Cherokee Nation rails against test
Tribe says nationality counts, not DNA
Members of the Cherokee Nation say Elizabeth Warren’s DNA-test release hasn’t fixed her “Indian problem” — it’s just created a new problem as she comes under heavy criticism from Native Americans.
“She’s thinking she wants to run for president in 2020 and she has to handle the ‘Indian problem,’ ” Cherokee genealogist Twila Barnes told the Herald a day after the report came out. “Well, what happened yesterday gave her a bigger Indian problem than she ever had.”

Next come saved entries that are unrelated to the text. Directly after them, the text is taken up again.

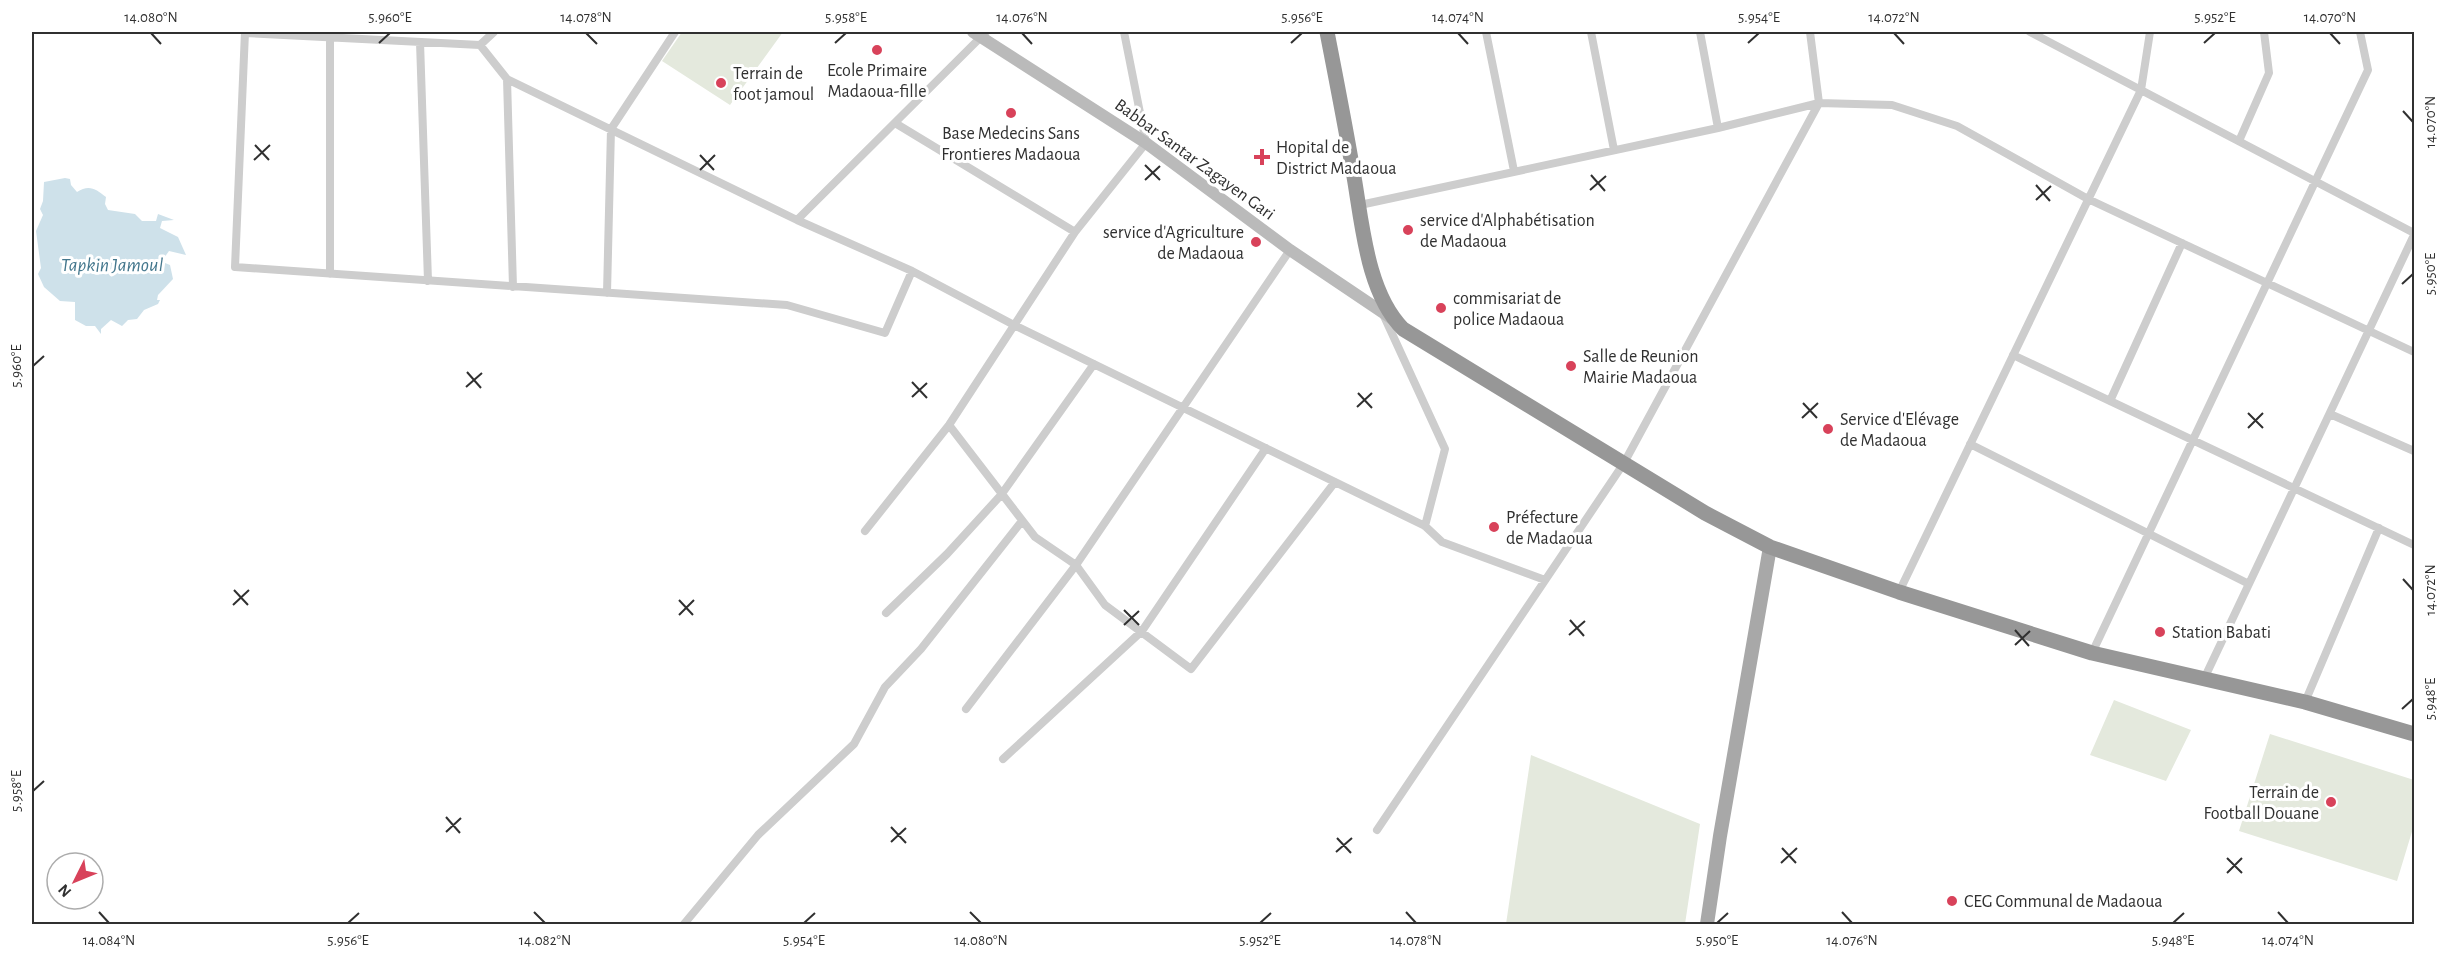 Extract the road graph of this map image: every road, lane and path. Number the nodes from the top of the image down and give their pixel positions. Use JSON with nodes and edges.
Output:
{"nodes":[{"id":1,"x":245,"y":32,"type":"edge"},
{"id":2,"x":494,"y":32,"type":"edge"},
{"id":3,"x":675,"y":32,"type":"edge"},
{"id":4,"x":1124,"y":32,"type":"edge"},
{"id":5,"x":1327,"y":32,"type":"edge"},
{"id":6,"x":1486,"y":32,"type":"edge"},
{"id":7,"x":1591,"y":32,"type":"edge"},
{"id":8,"x":1700,"y":32,"type":"edge"},
{"id":9,"x":1810,"y":32,"type":"edge"},
{"id":10,"x":2030,"y":32,"type":"edge"},
{"id":11,"x":2150,"y":32,"type":"edge"},
{"id":12,"x":2264,"y":32,"type":"edge"},
{"id":13,"x":2360,"y":32,"type":"edge"},
{"id":14,"x":980,"y":33,"type":"edge"},
{"id":15,"x":330,"y":37,"type":"junction"},
{"id":16,"x":420,"y":42,"type":"junction"},
{"id":17,"x":480,"y":45,"type":"junction"},
{"id":18,"x":507,"y":79,"type":"junction"},
{"id":19,"x":2140,"y":90,"type":"junction"},
{"id":20,"x":1819,"y":103,"type":"junction"},
{"id":21,"x":895,"y":123,"type":"junction"},
{"id":22,"x":1718,"y":128,"type":"junction"},
{"id":23,"x":610,"y":129,"type":"junction"},
{"id":24,"x":2239,"y":141,"type":"junction"},
{"id":25,"x":1146,"y":143,"type":"junction"},
{"id":26,"x":1614,"y":150,"type":"junction"},
{"id":27,"x":1514,"y":171,"type":"junction"},
{"id":28,"x":2315,"y":181,"type":"junction"},
{"id":29,"x":2088,"y":199,"type":"junction"},
{"id":30,"x":1360,"y":205,"type":"junction"},
{"id":31,"x":797,"y":220,"type":"junction"},
{"id":32,"x":1075,"y":232,"type":"junction"},
{"id":33,"x":2415,"y":234,"type":"edge"},
{"id":34,"x":2182,"y":243,"type":"junction"},
{"id":35,"x":1290,"y":250,"type":"junction"},
{"id":36,"x":912,"y":271,"type":"junction"},
{"id":37,"x":330,"y":274,"type":"junction"},
{"id":38,"x":428,"y":281,"type":"junction"},
{"id":39,"x":2267,"y":283,"type":"junction"},
{"id":40,"x":513,"y":287,"type":"junction"},
{"id":41,"x":607,"y":293,"type":"junction"},
{"id":42,"x":1388,"y":317,"type":"junction"},
{"id":43,"x":1014,"y":325,"type":"junction"},
{"id":44,"x":2370,"y":331,"type":"junction"},
{"id":45,"x":2415,"y":352,"type":"edge"},
{"id":46,"x":2013,"y":355,"type":"junction"},
{"id":47,"x":1094,"y":364,"type":"junction"},
{"id":48,"x":2110,"y":401,"type":"junction"},
{"id":49,"x":1184,"y":408,"type":"junction"},
{"id":50,"x":2330,"y":414,"type":"junction"},
{"id":51,"x":949,"y":425,"type":"junction"},
{"id":52,"x":2192,"y":440,"type":"junction"},
{"id":53,"x":1970,"y":444,"type":"junction"},
{"id":54,"x":1266,"y":448,"type":"junction"},
{"id":55,"x":2415,"y":451,"type":"edge"},
{"id":56,"x":1624,"y":463,"type":"junction"},
{"id":57,"x":1335,"y":482,"type":"junction"},
{"id":58,"x":2295,"y":488,"type":"junction"},
{"id":59,"x":1001,"y":495,"type":"junction"},
{"id":60,"x":1022,"y":521,"type":"junction"},
{"id":61,"x":1425,"y":526,"type":"junction"},
{"id":62,"x":2379,"y":528,"type":"junction"},
{"id":63,"x":866,"y":531,"type":"dead end"},
{"id":64,"x":2148,"y":533,"type":"junction"},
{"id":65,"x":2415,"y":545,"type":"edge"},
{"id":66,"x":1770,"y":547,"type":"junction"},
{"id":67,"x":1076,"y":565,"type":"junction"},
{"id":68,"x":1545,"y":580,"type":"junction"},
{"id":69,"x":2249,"y":584,"type":"junction"},
{"id":70,"x":1899,"y":592,"type":"junction"},
{"id":71,"x":886,"y":613,"type":"dead end"},
{"id":72,"x":1142,"y":631,"type":"junction"},
{"id":73,"x":2092,"y":653,"type":"junction"},
{"id":74,"x":2204,"y":679,"type":"junction"},
{"id":75,"x":2305,"y":702,"type":"junction"},
{"id":76,"x":966,"y":709,"type":"dead end"},
{"id":77,"x":2415,"y":734,"type":"edge"},
{"id":78,"x":1003,"y":759,"type":"dead end"},
{"id":79,"x":1377,"y":830,"type":"dead end"},
{"id":80,"x":684,"y":924,"type":"edge"},
{"id":81,"x":1707,"y":924,"type":"edge"}],
"edges":[{"from":1,"to":15,"type":"street"},
{"from":1,"to":37,"type":"street"},
{"from":2,"to":17,"type":"street"},
{"from":3,"to":23,"type":"street"},
{"from":4,"to":25,"type":"street"},
{"from":5,"to":30,"type":"highway"},
{"from":6,"to":27,"type":"street"},
{"from":7,"to":26,"type":"street"},
{"from":8,"to":22,"type":"street"},
{"from":9,"to":20,"type":"street"},
{"from":10,"to":19,"type":"street"},
{"from":11,"to":19,"type":"street"},
{"from":12,"to":24,"type":"street"},
{"from":13,"to":28,"type":"street"},
{"from":14,"to":21,"type":"street"},
{"from":14,"to":25,"type":"street","name":"Babbar Santar Zagayen Gari"},
{"from":15,"to":16,"type":"street"},
{"from":15,"to":37,"type":"street"},
{"from":16,"to":17,"type":"street"},
{"from":16,"to":38,"type":"street"},
{"from":17,"to":18,"type":"street"},
{"from":18,"to":23,"type":"street"},
{"from":18,"to":40,"type":"street"},
{"from":19,"to":24,"type":"street"},
{"from":19,"to":29,"type":"street"},
{"from":20,"to":22,"type":"street"},
{"from":20,"to":29,"type":"street"},
{"from":20,"to":56,"type":"street"},
{"from":21,"to":31,"type":"street"},
{"from":21,"to":32,"type":"street"},
{"from":22,"to":26,"type":"street"},
{"from":23,"to":31,"type":"street"},
{"from":23,"to":41,"type":"street"},
{"from":24,"to":28,"type":"street"},
{"from":25,"to":32,"type":"street"},
{"from":25,"to":35,"type":"street","name":"Babbar Santar Zagayen Gari"},
{"from":26,"to":27,"type":"street"},
{"from":27,"to":30,"type":"street"},
{"from":28,"to":33,"type":"street"},
{"from":28,"to":39,"type":"street"},
{"from":29,"to":34,"type":"street"},
{"from":29,"to":46,"type":"street"},
{"from":30,"to":42,"type":"highway"},
{"from":31,"to":36,"type":"street"},
{"from":32,"to":43,"type":"street"},
{"from":33,"to":44,"type":"street"},
{"from":34,"to":39,"type":"street"},
{"from":34,"to":48,"type":"street"},
{"from":35,"to":42,"type":"street","name":"Babbar Santar Zagayen Gari"},
{"from":35,"to":49,"type":"street"},
{"from":36,"to":41,"type":"street"},
{"from":36,"to":43,"type":"street"},
{"from":37,"to":38,"type":"street"},
{"from":38,"to":40,"type":"street"},
{"from":39,"to":44,"type":"street"},
{"from":39,"to":52,"type":"street"},
{"from":40,"to":41,"type":"street"},
{"from":42,"to":56,"type":"highway"},
{"from":42,"to":61,"type":"street"},
{"from":43,"to":47,"type":"street"},
{"from":43,"to":51,"type":"street"},
{"from":44,"to":45,"type":"street"},
{"from":44,"to":50,"type":"street"},
{"from":46,"to":48,"type":"street"},
{"from":46,"to":53,"type":"street"},
{"from":47,"to":49,"type":"street"},
{"from":47,"to":59,"type":"street"},
{"from":48,"to":52,"type":"street"},
{"from":49,"to":54,"type":"street"},
{"from":49,"to":67,"type":"street"},
{"from":50,"to":55,"type":"street"},
{"from":50,"to":58,"type":"street"},
{"from":51,"to":59,"type":"street"},
{"from":51,"to":63,"type":"street"},
{"from":52,"to":58,"type":"street"},
{"from":52,"to":64,"type":"street"},
{"from":53,"to":64,"type":"street"},
{"from":53,"to":70,"type":"street"},
{"from":54,"to":57,"type":"street"},
{"from":54,"to":72,"type":"street"},
{"from":56,"to":66,"type":"highway"},
{"from":56,"to":68,"type":"street"},
{"from":57,"to":61,"type":"street"},
{"from":57,"to":72,"type":"street"},
{"from":58,"to":62,"type":"street"},
{"from":58,"to":69,"type":"street"},
{"from":59,"to":60,"type":"street"},
{"from":59,"to":71,"type":"street"},
{"from":60,"to":67,"type":"street"},
{"from":60,"to":80,"type":"street"},
{"from":61,"to":68,"type":"street"},
{"from":62,"to":65,"type":"street"},
{"from":62,"to":75,"type":"street"},
{"from":64,"to":69,"type":"street"},
{"from":64,"to":73,"type":"street"},
{"from":66,"to":70,"type":"highway"},
{"from":66,"to":81,"type":"main road"},
{"from":67,"to":72,"type":"street"},
{"from":67,"to":76,"type":"street"},
{"from":68,"to":79,"type":"street"},
{"from":69,"to":74,"type":"street"},
{"from":70,"to":73,"type":"highway"},
{"from":72,"to":78,"type":"street"},
{"from":73,"to":74,"type":"highway"},
{"from":74,"to":75,"type":"highway"},
{"from":75,"to":77,"type":"highway"}]}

Warren has faced criticism since the Herald first reported in 2012 that she had identified herself as a minority — specifically an Indian with Cherokee and Delaware roots — while working as a professor. The senator hoped to put that to bed earlier this week by releasing the results of a DNA test that shows she likely had a Native American ancestor six to 10 generations back, meaning she’s about 1/64 th to 1/1,024th Indian.
Barnes and the Cherokee Nation, which panned Warren in a statement after the DNA release, say this is totally the wrong way of going about dealing with the situation — affiliation is not about race, but nationality.
“Cherokee can be white, they can be of Indian descent, they can be black,” Barnes said. “It doesn’t matter — it matters who was there with us when the United States government dissolved the Indian territory in Oklahoma in 1902.”
Warren’s campaign didn’t respond to a question about the Indian criticism, but tweeted, “I won’t sit quietly for @realDonaldTrump’s racism, so I took a test. But DNA & family history has nothing to do with tribal affiliation or citizenship, which is determined only — only — by Tribal Nations. I respect the distinction, & don’t list myself as Native in the Senate.”